• _HOW TO COMPLETE THIS TASK_
Although the records contain pictures, the copy should leave them out and match everything else exactly.

• _EXTRACTED ENTRIES_

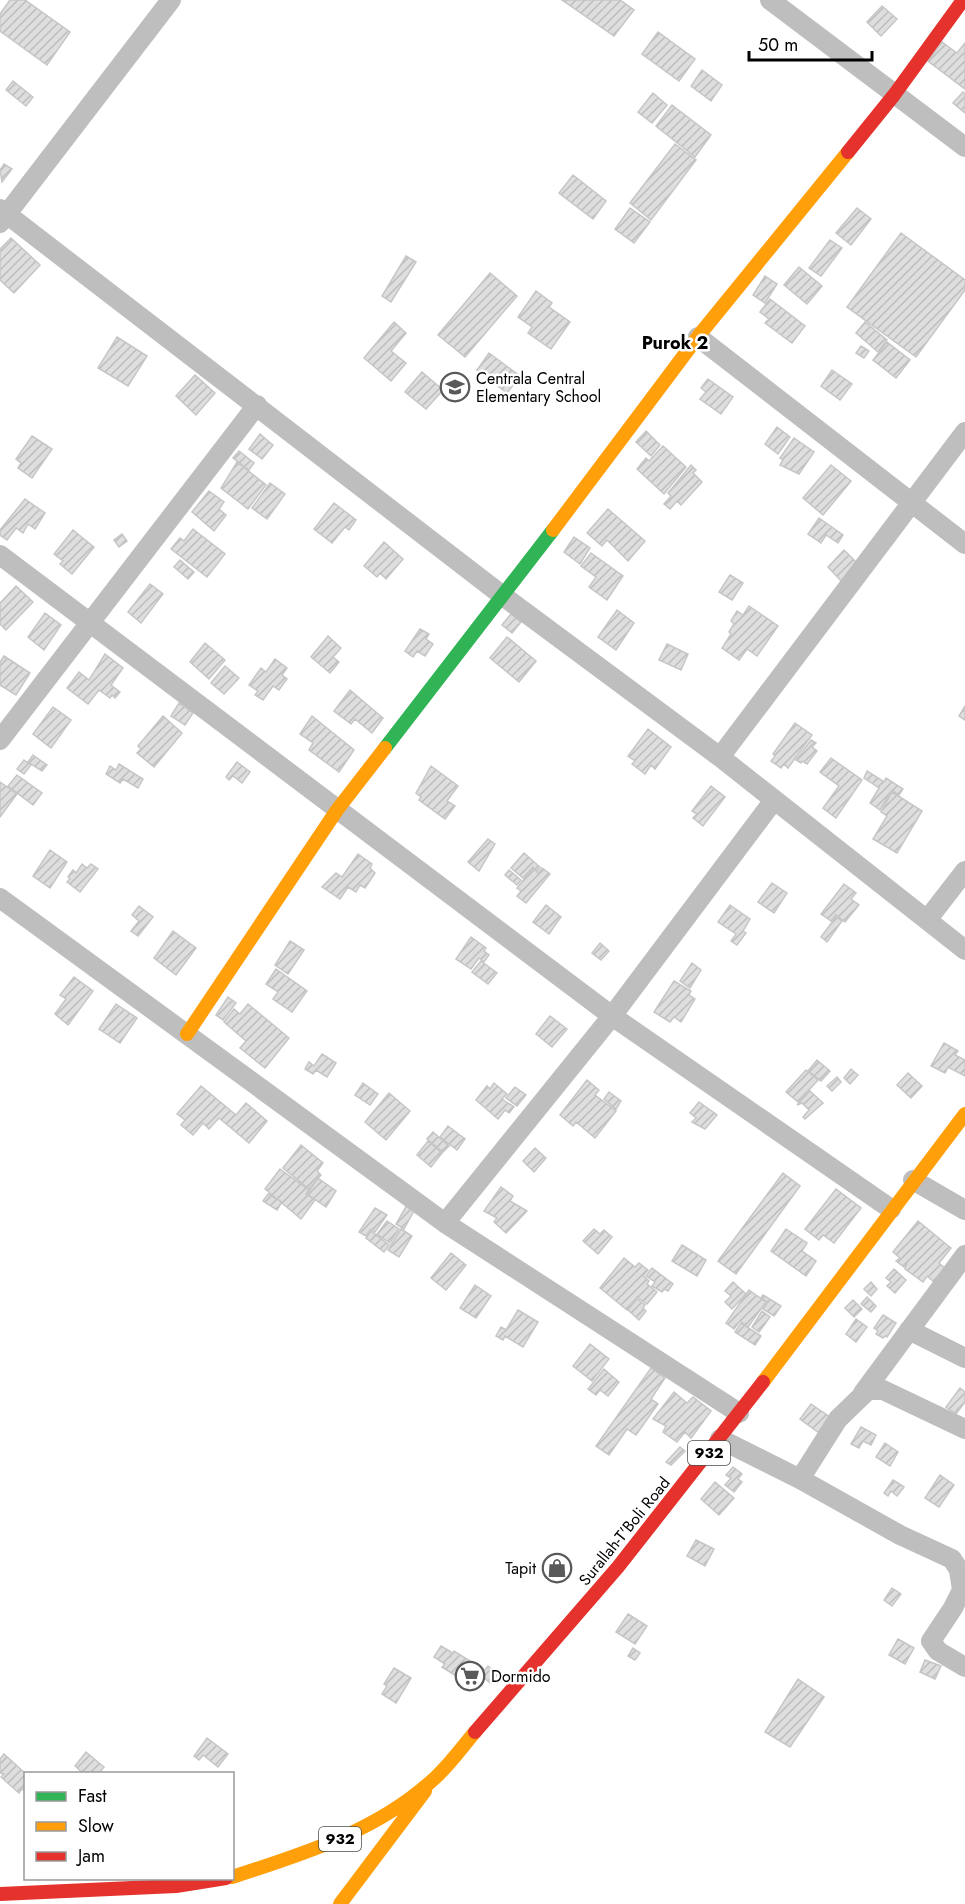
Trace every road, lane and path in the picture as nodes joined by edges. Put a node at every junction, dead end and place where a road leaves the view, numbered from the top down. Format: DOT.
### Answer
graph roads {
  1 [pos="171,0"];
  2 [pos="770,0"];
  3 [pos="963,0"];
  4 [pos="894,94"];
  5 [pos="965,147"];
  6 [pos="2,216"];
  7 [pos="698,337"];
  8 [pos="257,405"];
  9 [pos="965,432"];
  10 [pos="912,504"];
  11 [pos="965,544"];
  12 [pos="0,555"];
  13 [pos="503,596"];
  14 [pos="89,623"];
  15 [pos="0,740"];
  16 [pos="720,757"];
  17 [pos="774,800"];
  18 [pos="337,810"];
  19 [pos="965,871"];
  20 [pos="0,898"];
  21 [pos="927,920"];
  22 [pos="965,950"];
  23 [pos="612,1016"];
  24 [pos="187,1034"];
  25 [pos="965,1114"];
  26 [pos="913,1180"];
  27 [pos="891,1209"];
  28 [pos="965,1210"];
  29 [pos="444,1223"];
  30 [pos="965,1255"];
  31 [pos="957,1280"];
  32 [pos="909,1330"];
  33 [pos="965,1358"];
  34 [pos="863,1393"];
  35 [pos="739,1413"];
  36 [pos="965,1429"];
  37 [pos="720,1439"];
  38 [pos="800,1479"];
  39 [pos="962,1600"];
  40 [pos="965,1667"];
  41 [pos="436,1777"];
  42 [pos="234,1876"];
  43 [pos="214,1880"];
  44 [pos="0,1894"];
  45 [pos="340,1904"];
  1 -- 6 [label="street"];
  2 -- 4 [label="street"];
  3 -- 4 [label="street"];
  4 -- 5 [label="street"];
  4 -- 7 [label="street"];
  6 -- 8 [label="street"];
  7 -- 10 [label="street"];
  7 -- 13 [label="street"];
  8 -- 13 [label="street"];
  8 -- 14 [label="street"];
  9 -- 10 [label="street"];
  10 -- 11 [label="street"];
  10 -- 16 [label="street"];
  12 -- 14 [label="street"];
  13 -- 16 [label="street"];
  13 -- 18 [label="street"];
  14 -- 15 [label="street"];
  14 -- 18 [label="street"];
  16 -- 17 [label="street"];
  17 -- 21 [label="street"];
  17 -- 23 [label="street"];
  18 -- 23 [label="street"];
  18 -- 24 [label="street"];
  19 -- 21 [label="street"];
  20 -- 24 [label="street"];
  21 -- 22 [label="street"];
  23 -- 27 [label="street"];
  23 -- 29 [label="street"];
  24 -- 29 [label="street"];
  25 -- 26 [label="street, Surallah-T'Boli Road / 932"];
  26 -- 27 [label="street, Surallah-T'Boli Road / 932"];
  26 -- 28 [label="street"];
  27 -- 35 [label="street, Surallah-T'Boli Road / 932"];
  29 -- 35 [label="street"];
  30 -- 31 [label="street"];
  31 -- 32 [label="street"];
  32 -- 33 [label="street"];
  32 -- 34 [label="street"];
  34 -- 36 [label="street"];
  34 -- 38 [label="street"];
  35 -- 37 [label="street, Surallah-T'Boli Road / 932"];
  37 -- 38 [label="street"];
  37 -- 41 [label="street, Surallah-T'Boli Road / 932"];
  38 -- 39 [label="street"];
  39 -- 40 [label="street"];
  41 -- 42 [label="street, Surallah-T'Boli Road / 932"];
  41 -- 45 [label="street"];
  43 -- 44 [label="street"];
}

• _ANSWER TO THE EXERCISE_
Trace every road, lane and path in the picture as nodes joined by edges. Put a node at every junction, dead end and place where a road leaves the view, numbered from the top down. Format: DOT.
### Answer
graph roads {
  1 [pos="171,0"];
  2 [pos="770,0"];
  3 [pos="963,0"];
  4 [pos="894,94"];
  5 [pos="965,147"];
  6 [pos="2,216"];
  7 [pos="698,337"];
  8 [pos="257,405"];
  9 [pos="965,432"];
  10 [pos="912,504"];
  11 [pos="965,544"];
  12 [pos="0,555"];
  13 [pos="503,596"];
  14 [pos="89,623"];
  15 [pos="0,740"];
  16 [pos="720,757"];
  17 [pos="774,800"];
  18 [pos="337,810"];
  19 [pos="965,871"];
  20 [pos="0,898"];
  21 [pos="927,920"];
  22 [pos="965,950"];
  23 [pos="612,1016"];
  24 [pos="187,1034"];
  25 [pos="965,1114"];
  26 [pos="913,1180"];
  27 [pos="891,1209"];
  28 [pos="965,1210"];
  29 [pos="444,1223"];
  30 [pos="965,1255"];
  31 [pos="957,1280"];
  32 [pos="909,1330"];
  33 [pos="965,1358"];
  34 [pos="863,1393"];
  35 [pos="739,1413"];
  36 [pos="965,1429"];
  37 [pos="720,1439"];
  38 [pos="800,1479"];
  39 [pos="962,1600"];
  40 [pos="965,1667"];
  41 [pos="436,1777"];
  42 [pos="234,1876"];
  43 [pos="214,1880"];
  44 [pos="0,1894"];
  45 [pos="340,1904"];
  1 -- 6 [label="street"];
  2 -- 4 [label="street"];
  3 -- 4 [label="street"];
  4 -- 5 [label="street"];
  4 -- 7 [label="street"];
  6 -- 8 [label="street"];
  7 -- 10 [label="street"];
  7 -- 13 [label="street"];
  8 -- 13 [label="street"];
  8 -- 14 [label="street"];
  9 -- 10 [label="street"];
  10 -- 11 [label="street"];
  10 -- 16 [label="street"];
  12 -- 14 [label="street"];
  13 -- 16 [label="street"];
  13 -- 18 [label="street"];
  14 -- 15 [label="street"];
  14 -- 18 [label="street"];
  16 -- 17 [label="street"];
  17 -- 21 [label="street"];
  17 -- 23 [label="street"];
  18 -- 23 [label="street"];
  18 -- 24 [label="street"];
  19 -- 21 [label="street"];
  20 -- 24 [label="street"];
  21 -- 22 [label="street"];
  23 -- 27 [label="street"];
  23 -- 29 [label="street"];
  24 -- 29 [label="street"];
  25 -- 26 [label="street, Surallah-T'Boli Road / 932"];
  26 -- 27 [label="street, Surallah-T'Boli Road / 932"];
  26 -- 28 [label="street"];
  27 -- 35 [label="street, Surallah-T'Boli Road / 932"];
  29 -- 35 [label="street"];
  30 -- 31 [label="street"];
  31 -- 32 [label="street"];
  32 -- 33 [label="street"];
  32 -- 34 [label="street"];
  34 -- 36 [label="street"];
  34 -- 38 [label="street"];
  35 -- 37 [label="street, Surallah-T'Boli Road / 932"];
  37 -- 38 [label="street"];
  37 -- 41 [label="street, Surallah-T'Boli Road / 932"];
  38 -- 39 [label="street"];
  39 -- 40 [label="street"];
  41 -- 42 [label="street, Surallah-T'Boli Road / 932"];
  41 -- 45 [label="street"];
  43 -- 44 [label="street"];
}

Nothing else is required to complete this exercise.